You are viewing a plain text version of this content. The canonical link for it is here.
Posted to commits@arrow.apache.org by dh...@apache.org on 2022/12/16 19:55:05 UTC

[arrow-datafusion] branch master updated: Add need_data_exchange in the ExecutionPlan to indicate whether a physical operator needs data exchange (#4586)

This is an automated email from the ASF dual-hosted git repository.

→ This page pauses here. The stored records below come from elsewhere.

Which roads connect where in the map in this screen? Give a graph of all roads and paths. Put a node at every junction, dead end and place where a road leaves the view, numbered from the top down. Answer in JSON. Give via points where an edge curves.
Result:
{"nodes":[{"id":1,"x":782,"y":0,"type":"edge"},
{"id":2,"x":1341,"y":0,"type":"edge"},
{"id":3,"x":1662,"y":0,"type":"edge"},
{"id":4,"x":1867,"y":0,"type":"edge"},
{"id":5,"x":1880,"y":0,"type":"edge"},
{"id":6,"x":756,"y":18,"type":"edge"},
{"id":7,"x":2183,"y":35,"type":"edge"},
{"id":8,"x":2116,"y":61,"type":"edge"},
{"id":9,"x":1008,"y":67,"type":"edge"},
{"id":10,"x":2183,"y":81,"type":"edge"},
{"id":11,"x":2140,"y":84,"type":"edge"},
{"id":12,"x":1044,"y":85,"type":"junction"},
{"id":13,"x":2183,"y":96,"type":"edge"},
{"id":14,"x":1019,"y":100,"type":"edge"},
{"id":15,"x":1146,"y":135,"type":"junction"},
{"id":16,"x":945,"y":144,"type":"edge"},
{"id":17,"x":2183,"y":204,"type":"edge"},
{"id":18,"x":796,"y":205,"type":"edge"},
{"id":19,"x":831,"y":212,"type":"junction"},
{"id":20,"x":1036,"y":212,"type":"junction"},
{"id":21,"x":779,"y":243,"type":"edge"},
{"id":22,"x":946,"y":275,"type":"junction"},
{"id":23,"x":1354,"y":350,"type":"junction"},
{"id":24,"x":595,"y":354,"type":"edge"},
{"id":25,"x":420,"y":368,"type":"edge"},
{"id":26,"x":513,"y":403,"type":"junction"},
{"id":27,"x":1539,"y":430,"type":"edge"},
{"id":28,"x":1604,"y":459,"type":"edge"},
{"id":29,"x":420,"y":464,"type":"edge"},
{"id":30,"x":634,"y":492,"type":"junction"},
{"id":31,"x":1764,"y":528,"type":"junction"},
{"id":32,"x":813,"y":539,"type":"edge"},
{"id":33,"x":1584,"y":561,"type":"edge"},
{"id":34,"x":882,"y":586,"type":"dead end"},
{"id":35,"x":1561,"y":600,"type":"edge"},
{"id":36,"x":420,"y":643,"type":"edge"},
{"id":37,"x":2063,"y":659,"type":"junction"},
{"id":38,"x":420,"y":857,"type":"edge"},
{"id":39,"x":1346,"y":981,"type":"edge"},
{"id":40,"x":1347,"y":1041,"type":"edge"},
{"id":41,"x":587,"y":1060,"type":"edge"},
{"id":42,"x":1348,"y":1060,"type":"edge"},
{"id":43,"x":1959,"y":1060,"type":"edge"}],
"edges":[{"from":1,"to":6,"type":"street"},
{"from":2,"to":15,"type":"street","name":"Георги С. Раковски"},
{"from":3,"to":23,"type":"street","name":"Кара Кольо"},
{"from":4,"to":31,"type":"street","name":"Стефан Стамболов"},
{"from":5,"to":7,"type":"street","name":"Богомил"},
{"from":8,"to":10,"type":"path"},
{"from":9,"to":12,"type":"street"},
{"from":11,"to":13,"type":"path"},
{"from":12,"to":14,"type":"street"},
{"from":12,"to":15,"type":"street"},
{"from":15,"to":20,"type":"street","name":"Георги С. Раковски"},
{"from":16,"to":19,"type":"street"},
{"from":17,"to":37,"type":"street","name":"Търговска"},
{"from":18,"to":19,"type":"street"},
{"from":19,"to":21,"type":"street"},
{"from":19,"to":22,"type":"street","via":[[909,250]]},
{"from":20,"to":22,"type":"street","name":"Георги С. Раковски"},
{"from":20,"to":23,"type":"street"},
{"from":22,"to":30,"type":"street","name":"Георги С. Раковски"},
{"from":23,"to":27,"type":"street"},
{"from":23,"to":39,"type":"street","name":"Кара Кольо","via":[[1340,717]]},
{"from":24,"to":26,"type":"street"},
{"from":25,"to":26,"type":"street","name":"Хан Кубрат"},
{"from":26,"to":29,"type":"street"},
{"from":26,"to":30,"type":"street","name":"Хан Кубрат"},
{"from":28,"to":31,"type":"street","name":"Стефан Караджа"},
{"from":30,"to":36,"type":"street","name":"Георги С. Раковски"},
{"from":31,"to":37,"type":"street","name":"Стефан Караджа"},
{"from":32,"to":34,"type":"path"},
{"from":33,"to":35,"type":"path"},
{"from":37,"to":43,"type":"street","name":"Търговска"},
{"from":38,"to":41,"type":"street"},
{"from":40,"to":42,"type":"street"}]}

dheres pushed a commit to branch master
in repository https://gitbox.apache.org/repos/asf/arrow-datafusion.git


The following commit(s) were added to refs/heads/master by this push:
     new 920f11a64 Add need_data_exchange in the ExecutionPlan to indicate whether a physical operator needs data exchange (#4586)
920f11a64 is described below

commit 920f11a64aa4d7a4571944c96d2d49f21aae2c7e
Author: yahoNanJing <90...@users.noreply.github.com>
AuthorDate: Sat Dec 17 03:54:59 2022 +0800

    Add need_data_exchange in the ExecutionPlan to indicate whether a physical operator needs data exchange (#4586)
    
    * Add need_data_exchange in the ExecutionPlan to indicate whether a physical operator needs data exchange
    
    * Always Prefer SortPreservingMergeExec to the global SortExec
    
    * Temporary remove unsupported ut caused by arrow-rs
    
    * Move out the method need_data_exchange from ExecutionPlan
    
    * Revert "Temporary remove unsupported ut caused by arrow-rs"
    
    This reverts commit fc136f618c625d0762c21a58b13840d295a991ba.
    
    * Fix for comments
    
    * Deal with controversial part
    
    Co-authored-by: yangzhong <ya...@ebay.com>
---
 .../core/src/physical_optimizer/enforcement.rs     | 48 ++++++++++++++++++----
 datafusion/core/src/physical_plan/mod.rs           | 38 +++++++++++++++--
 datafusion/core/src/physical_plan/planner.rs       | 18 +-------
 datafusion/core/tests/sql/explain_analyze.rs       |  3 +-
 4 files changed, 76 insertions(+), 31 deletions(-)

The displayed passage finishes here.